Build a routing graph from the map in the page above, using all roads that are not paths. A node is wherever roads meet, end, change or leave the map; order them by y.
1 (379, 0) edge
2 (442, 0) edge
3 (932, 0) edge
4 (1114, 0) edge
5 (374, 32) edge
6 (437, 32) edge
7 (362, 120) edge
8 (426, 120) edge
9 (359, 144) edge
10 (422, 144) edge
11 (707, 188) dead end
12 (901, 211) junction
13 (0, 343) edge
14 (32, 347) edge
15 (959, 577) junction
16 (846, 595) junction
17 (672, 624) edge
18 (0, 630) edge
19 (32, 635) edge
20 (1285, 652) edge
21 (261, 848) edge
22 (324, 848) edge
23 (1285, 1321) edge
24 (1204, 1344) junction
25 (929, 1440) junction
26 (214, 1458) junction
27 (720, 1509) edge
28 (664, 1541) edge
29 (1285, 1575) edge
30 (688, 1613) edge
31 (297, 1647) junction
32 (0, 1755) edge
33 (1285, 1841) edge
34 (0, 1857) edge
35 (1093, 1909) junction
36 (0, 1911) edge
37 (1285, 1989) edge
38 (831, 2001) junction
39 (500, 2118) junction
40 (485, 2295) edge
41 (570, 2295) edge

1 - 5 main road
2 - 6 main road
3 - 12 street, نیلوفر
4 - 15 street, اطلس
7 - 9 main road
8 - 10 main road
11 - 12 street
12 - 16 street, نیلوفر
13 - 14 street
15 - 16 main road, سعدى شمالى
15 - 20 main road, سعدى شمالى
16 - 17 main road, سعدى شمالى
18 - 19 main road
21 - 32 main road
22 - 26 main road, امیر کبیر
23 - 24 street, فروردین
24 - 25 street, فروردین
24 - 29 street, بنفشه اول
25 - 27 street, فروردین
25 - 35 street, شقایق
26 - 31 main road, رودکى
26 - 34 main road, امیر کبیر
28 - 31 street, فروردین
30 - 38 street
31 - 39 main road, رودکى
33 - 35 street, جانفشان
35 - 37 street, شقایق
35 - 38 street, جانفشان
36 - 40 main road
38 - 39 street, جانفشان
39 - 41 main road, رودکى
========================================
▶ [YOUR INSTRUCTIONS]: Restate the records above in full, keeping each line exactly as it stands.

▶ [RESPONSE TO THIS TASK]:
Build a routing graph from the map in the page above, using all roads that are not paths. A node is wherever roads meet, end, change or leave the map; order them by y.
1 (379, 0) edge
2 (442, 0) edge
3 (932, 0) edge
4 (1114, 0) edge
5 (374, 32) edge
6 (437, 32) edge
7 (362, 120) edge
8 (426, 120) edge
9 (359, 144) edge
10 (422, 144) edge
11 (707, 188) dead end
12 (901, 211) junction
13 (0, 343) edge
14 (32, 347) edge
15 (959, 577) junction
16 (846, 595) junction
17 (672, 624) edge
18 (0, 630) edge
19 (32, 635) edge
20 (1285, 652) edge
21 (261, 848) edge
22 (324, 848) edge
23 (1285, 1321) edge
24 (1204, 1344) junction
25 (929, 1440) junction
26 (214, 1458) junction
27 (720, 1509) edge
28 (664, 1541) edge
29 (1285, 1575) edge
30 (688, 1613) edge
31 (297, 1647) junction
32 (0, 1755) edge
33 (1285, 1841) edge
34 (0, 1857) edge
35 (1093, 1909) junction
36 (0, 1911) edge
37 (1285, 1989) edge
38 (831, 2001) junction
39 (500, 2118) junction
40 (485, 2295) edge
41 (570, 2295) edge

1 - 5 main road
2 - 6 main road
3 - 12 street, نیلوفر
4 - 15 street, اطلس
7 - 9 main road
8 - 10 main road
11 - 12 street
12 - 16 street, نیلوفر
13 - 14 street
15 - 16 main road, سعدى شمالى
15 - 20 main road, سعدى شمالى
16 - 17 main road, سعدى شمالى
18 - 19 main road
21 - 32 main road
22 - 26 main road, امیر کبیر
23 - 24 street, فروردین
24 - 25 street, فروردین
24 - 29 street, بنفشه اول
25 - 27 street, فروردین
25 - 35 street, شقایق
26 - 31 main road, رودکى
26 - 34 main road, امیر کبیر
28 - 31 street, فروردین
30 - 38 street
31 - 39 main road, رودکى
33 - 35 street, جانفشان
35 - 37 street, شقایق
35 - 38 street, جانفشان
36 - 40 main road
38 - 39 street, جانفشان
39 - 41 main road, رودکى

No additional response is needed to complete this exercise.